> [INSTRUCTIONS TO FOLLOW]: All lines of the records below that contain the word "科创大道" must be listed.

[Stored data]
-- Opening Marker --

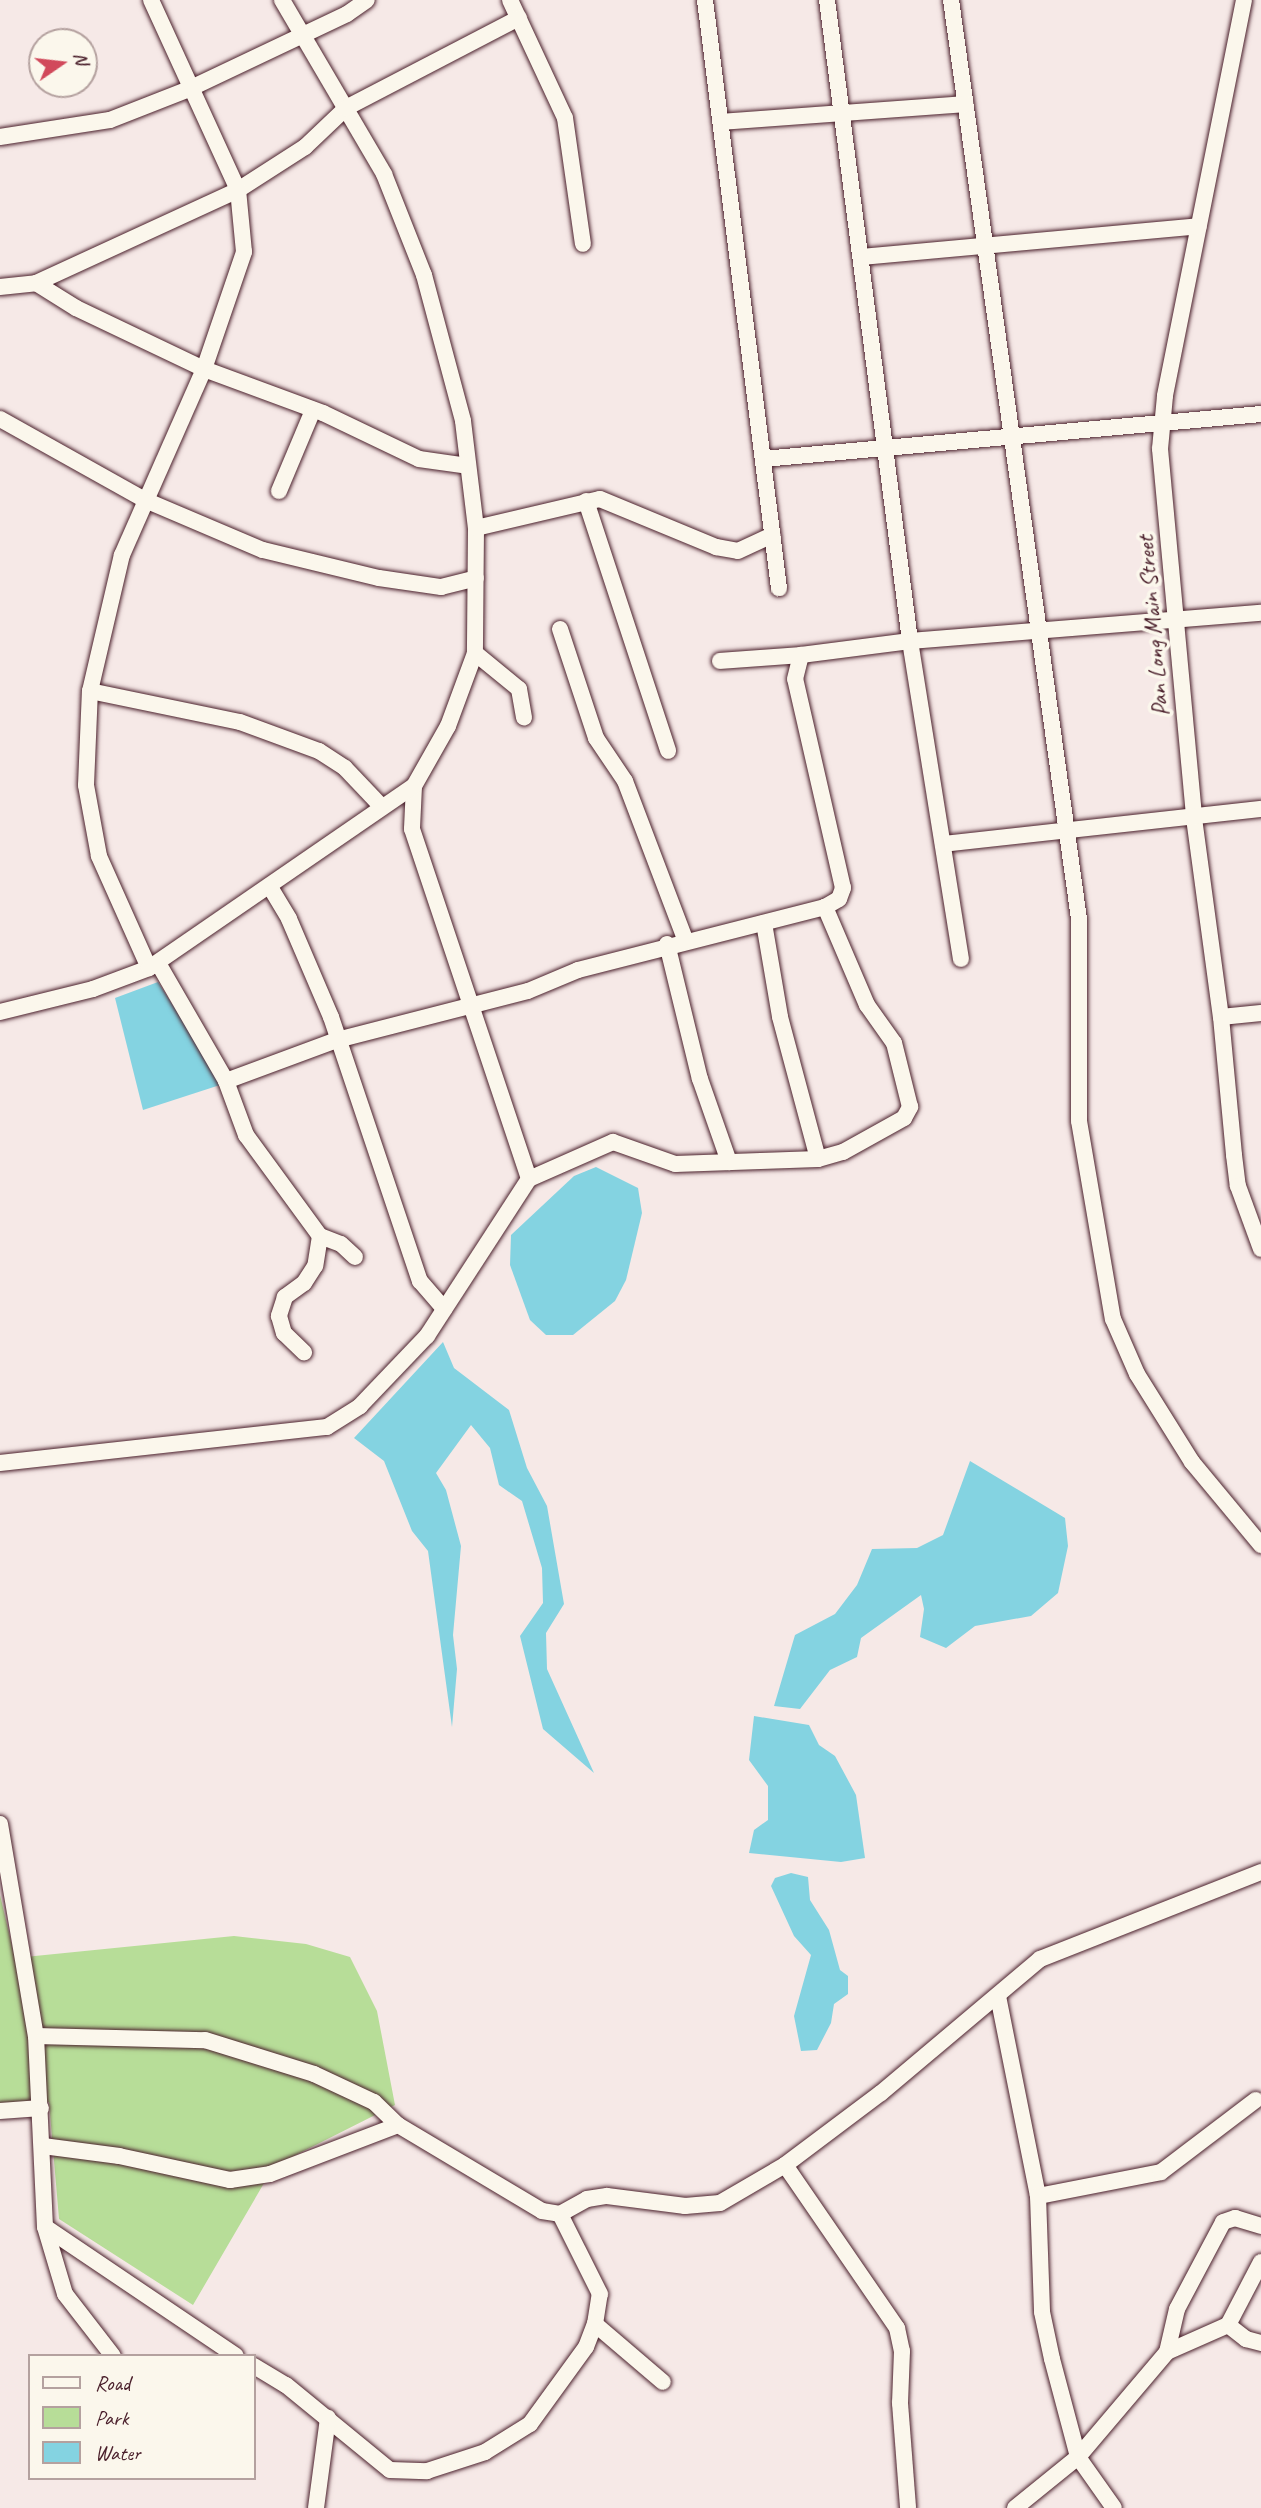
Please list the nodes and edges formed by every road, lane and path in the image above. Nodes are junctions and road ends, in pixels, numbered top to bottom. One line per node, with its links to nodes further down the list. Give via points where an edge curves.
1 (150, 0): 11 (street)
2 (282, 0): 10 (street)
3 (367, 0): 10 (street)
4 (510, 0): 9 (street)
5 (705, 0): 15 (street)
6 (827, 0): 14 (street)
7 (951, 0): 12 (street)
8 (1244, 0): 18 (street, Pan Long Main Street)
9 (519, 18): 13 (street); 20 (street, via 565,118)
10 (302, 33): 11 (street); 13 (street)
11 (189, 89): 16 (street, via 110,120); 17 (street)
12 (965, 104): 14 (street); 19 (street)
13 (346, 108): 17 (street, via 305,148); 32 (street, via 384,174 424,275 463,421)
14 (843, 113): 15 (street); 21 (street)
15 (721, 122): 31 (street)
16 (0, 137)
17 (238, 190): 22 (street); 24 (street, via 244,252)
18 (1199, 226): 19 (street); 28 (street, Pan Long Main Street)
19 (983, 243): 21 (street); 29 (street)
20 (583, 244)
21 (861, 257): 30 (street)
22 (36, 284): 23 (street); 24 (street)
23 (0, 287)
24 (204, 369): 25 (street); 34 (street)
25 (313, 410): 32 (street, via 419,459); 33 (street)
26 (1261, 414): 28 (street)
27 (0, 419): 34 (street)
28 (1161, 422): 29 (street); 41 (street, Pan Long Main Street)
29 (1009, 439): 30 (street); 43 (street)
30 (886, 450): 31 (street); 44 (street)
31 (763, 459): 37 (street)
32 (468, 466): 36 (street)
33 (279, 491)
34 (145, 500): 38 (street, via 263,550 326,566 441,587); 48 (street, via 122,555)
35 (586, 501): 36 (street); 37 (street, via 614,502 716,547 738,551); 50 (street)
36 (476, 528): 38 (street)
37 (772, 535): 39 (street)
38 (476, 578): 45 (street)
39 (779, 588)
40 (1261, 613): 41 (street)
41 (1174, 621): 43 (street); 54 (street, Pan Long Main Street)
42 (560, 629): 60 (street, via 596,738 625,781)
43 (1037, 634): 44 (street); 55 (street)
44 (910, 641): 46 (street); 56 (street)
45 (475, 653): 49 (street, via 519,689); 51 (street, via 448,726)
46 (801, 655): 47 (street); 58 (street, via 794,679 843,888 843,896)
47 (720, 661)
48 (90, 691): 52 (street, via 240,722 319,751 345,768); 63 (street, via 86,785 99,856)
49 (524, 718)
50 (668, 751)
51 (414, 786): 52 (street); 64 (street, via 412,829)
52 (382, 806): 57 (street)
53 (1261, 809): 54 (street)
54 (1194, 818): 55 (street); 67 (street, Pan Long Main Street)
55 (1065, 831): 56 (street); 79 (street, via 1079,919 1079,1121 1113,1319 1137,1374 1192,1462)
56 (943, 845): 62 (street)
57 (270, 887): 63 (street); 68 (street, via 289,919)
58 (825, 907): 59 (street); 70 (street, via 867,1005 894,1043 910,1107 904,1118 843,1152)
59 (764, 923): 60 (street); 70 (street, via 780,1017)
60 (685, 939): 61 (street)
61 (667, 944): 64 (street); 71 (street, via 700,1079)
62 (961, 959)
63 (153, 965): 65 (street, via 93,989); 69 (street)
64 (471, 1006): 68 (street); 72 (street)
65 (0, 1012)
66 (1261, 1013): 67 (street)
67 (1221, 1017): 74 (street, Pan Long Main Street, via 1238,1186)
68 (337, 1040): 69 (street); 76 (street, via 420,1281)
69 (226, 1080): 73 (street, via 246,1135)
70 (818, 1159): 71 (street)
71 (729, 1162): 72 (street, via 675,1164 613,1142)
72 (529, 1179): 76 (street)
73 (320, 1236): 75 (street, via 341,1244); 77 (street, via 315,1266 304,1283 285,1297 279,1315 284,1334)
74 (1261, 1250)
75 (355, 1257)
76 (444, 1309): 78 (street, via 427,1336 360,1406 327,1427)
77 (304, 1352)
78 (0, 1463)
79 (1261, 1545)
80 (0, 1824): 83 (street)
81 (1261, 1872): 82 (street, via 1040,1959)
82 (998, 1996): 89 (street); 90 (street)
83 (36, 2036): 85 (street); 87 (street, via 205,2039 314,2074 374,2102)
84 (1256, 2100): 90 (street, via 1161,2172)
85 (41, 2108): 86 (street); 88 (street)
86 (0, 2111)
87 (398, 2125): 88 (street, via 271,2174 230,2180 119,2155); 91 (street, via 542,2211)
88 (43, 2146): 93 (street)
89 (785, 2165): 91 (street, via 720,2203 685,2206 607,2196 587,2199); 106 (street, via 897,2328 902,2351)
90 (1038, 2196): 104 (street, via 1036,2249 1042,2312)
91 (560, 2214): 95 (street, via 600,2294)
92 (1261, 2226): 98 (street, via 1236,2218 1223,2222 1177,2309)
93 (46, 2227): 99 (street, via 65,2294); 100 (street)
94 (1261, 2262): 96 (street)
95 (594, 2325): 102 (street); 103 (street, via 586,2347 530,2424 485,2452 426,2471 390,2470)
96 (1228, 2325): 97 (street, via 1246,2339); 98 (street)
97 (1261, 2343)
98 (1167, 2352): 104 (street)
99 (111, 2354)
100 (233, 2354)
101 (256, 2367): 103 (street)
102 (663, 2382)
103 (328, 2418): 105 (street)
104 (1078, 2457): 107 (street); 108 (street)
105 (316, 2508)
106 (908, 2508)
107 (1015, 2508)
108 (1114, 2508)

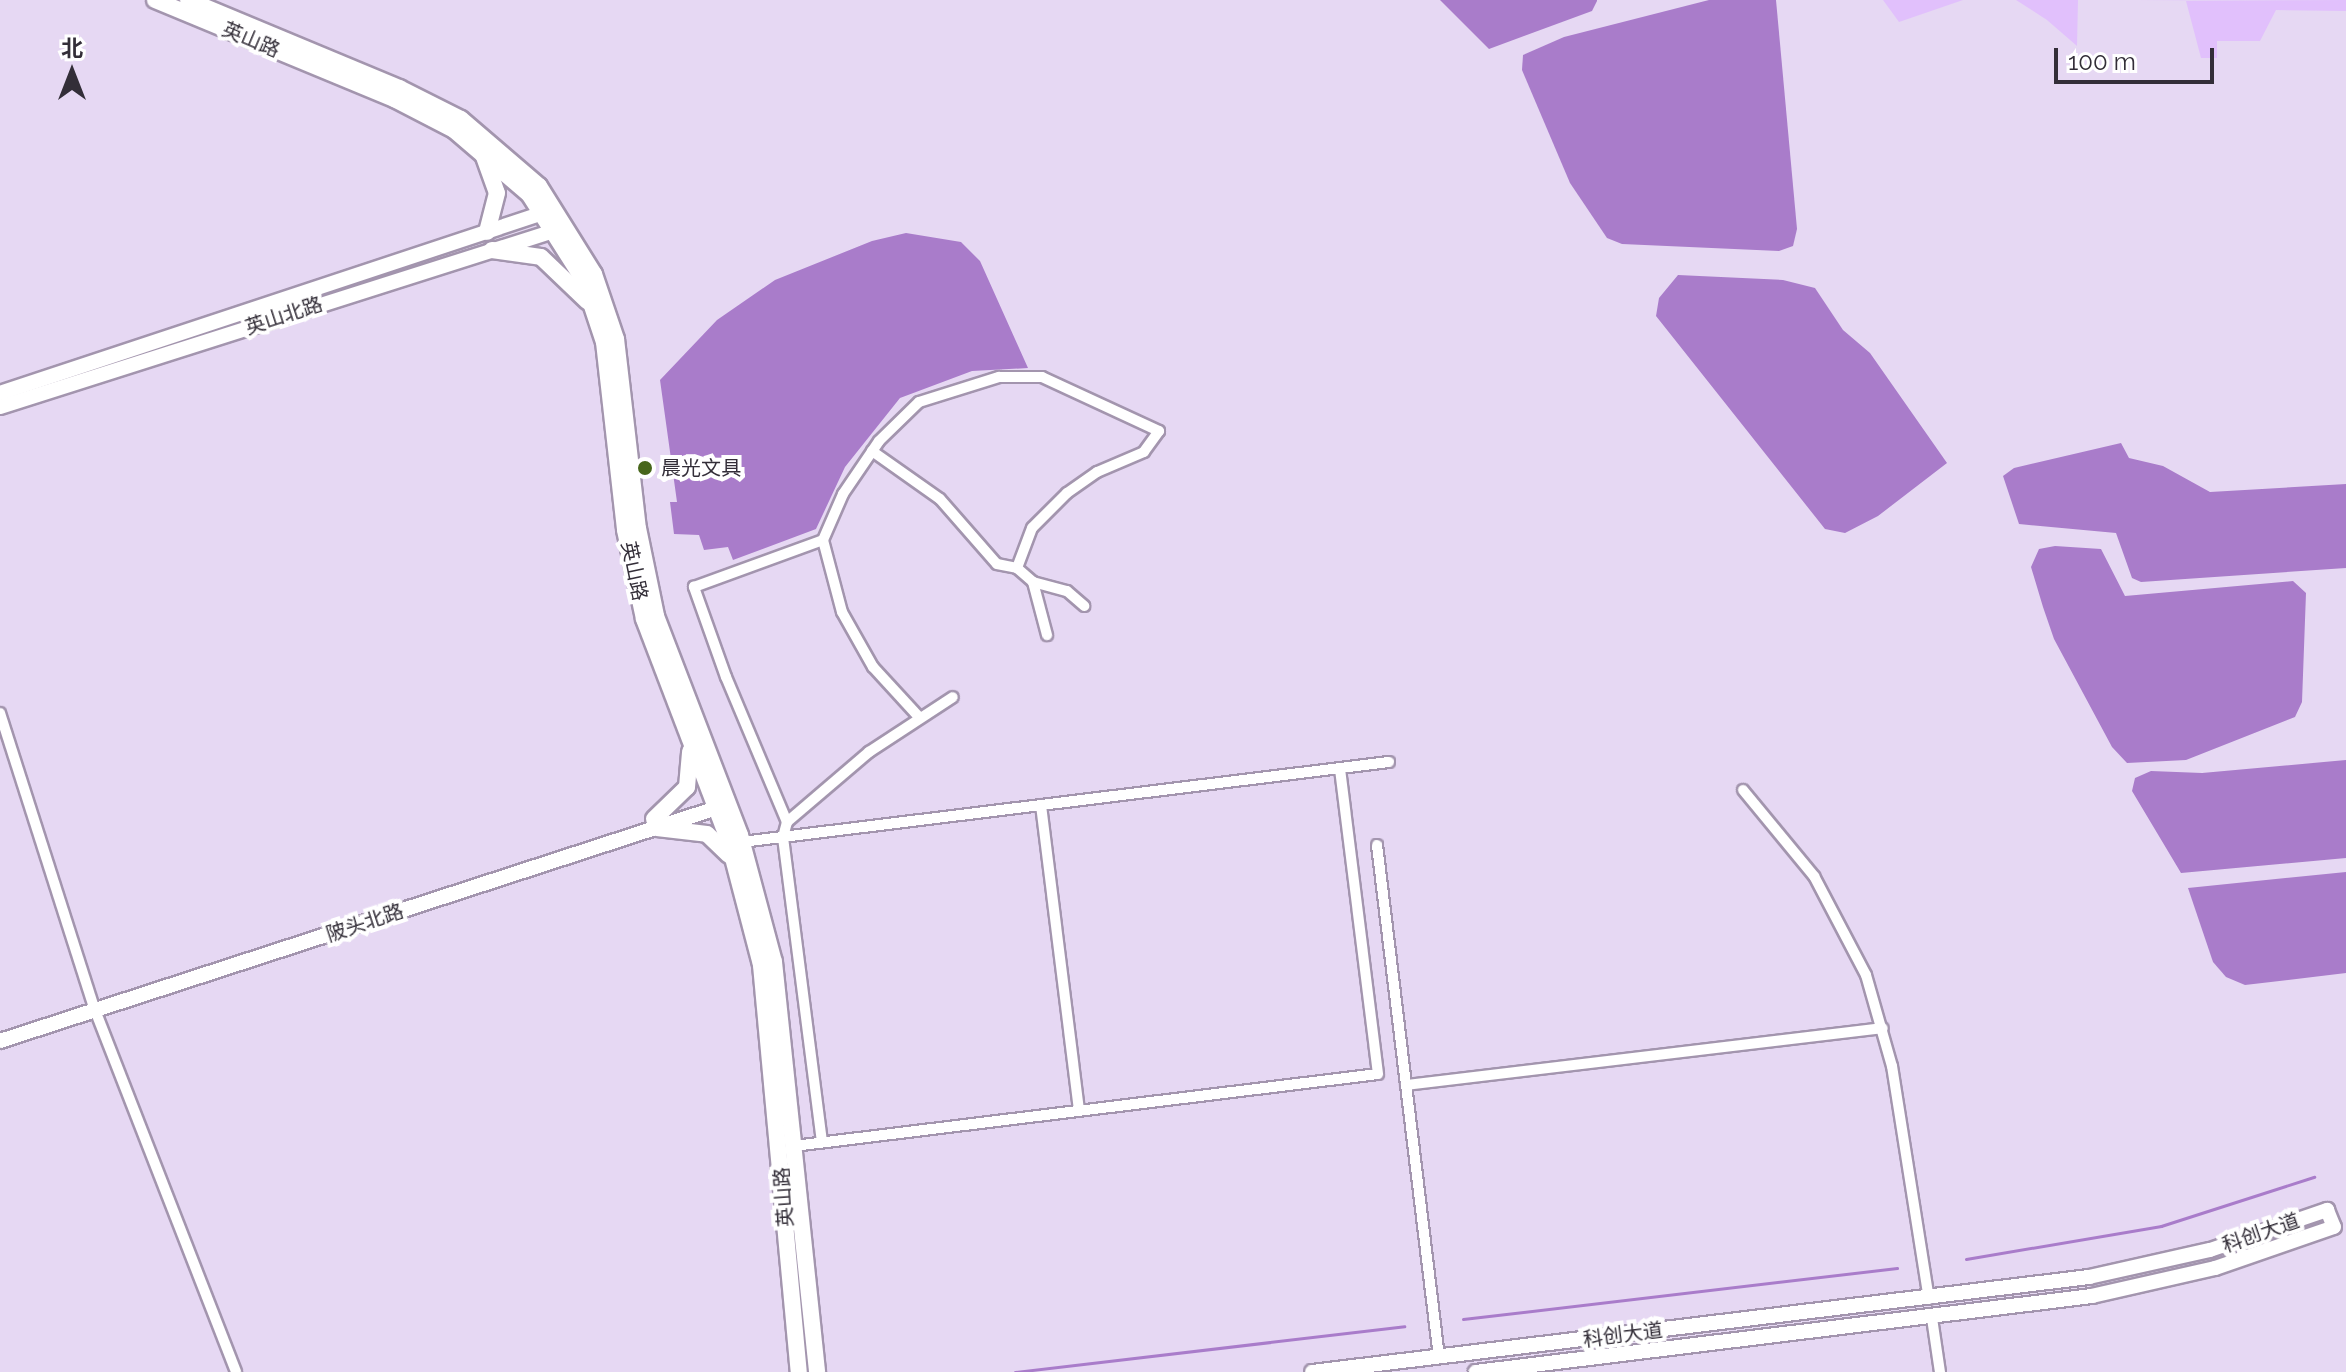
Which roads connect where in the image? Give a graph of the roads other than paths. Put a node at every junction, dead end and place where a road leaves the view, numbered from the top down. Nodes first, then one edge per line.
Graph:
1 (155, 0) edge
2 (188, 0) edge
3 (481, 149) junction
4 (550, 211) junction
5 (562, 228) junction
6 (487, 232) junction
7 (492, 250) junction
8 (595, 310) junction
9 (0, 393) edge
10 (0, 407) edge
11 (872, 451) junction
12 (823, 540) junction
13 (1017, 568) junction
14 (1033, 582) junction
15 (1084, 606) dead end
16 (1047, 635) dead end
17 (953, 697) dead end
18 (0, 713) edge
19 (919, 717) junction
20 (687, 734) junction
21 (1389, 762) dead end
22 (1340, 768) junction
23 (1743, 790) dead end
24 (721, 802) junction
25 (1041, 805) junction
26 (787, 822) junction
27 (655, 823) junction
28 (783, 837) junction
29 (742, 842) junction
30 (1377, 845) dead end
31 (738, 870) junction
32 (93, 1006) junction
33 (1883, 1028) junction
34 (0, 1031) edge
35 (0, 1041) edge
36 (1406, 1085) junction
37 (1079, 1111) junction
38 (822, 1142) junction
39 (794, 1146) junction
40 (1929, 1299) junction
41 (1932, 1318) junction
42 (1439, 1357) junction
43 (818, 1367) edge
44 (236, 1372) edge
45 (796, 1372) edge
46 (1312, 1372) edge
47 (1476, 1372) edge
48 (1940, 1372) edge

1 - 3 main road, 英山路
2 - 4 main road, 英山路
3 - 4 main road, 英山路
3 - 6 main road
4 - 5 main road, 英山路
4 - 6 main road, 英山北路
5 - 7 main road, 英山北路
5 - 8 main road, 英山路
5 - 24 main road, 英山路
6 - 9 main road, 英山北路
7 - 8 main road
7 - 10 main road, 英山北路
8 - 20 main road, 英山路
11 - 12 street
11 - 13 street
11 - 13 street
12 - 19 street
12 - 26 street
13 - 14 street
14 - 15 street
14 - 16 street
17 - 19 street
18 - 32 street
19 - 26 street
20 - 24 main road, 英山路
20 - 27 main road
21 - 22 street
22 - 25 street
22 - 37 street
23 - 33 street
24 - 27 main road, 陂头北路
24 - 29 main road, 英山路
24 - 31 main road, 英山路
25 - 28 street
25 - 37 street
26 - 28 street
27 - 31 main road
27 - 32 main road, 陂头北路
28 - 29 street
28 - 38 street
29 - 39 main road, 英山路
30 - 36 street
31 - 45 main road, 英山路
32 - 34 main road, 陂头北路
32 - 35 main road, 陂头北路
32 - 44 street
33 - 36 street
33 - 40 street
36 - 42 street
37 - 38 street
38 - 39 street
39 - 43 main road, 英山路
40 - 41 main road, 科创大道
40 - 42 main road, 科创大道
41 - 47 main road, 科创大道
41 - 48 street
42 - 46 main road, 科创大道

-- Closing Marker --

> [ANSWER AREA]:
40 - 41 main road, 科创大道
40 - 42 main road, 科创大道
41 - 47 main road, 科创大道
42 - 46 main road, 科创大道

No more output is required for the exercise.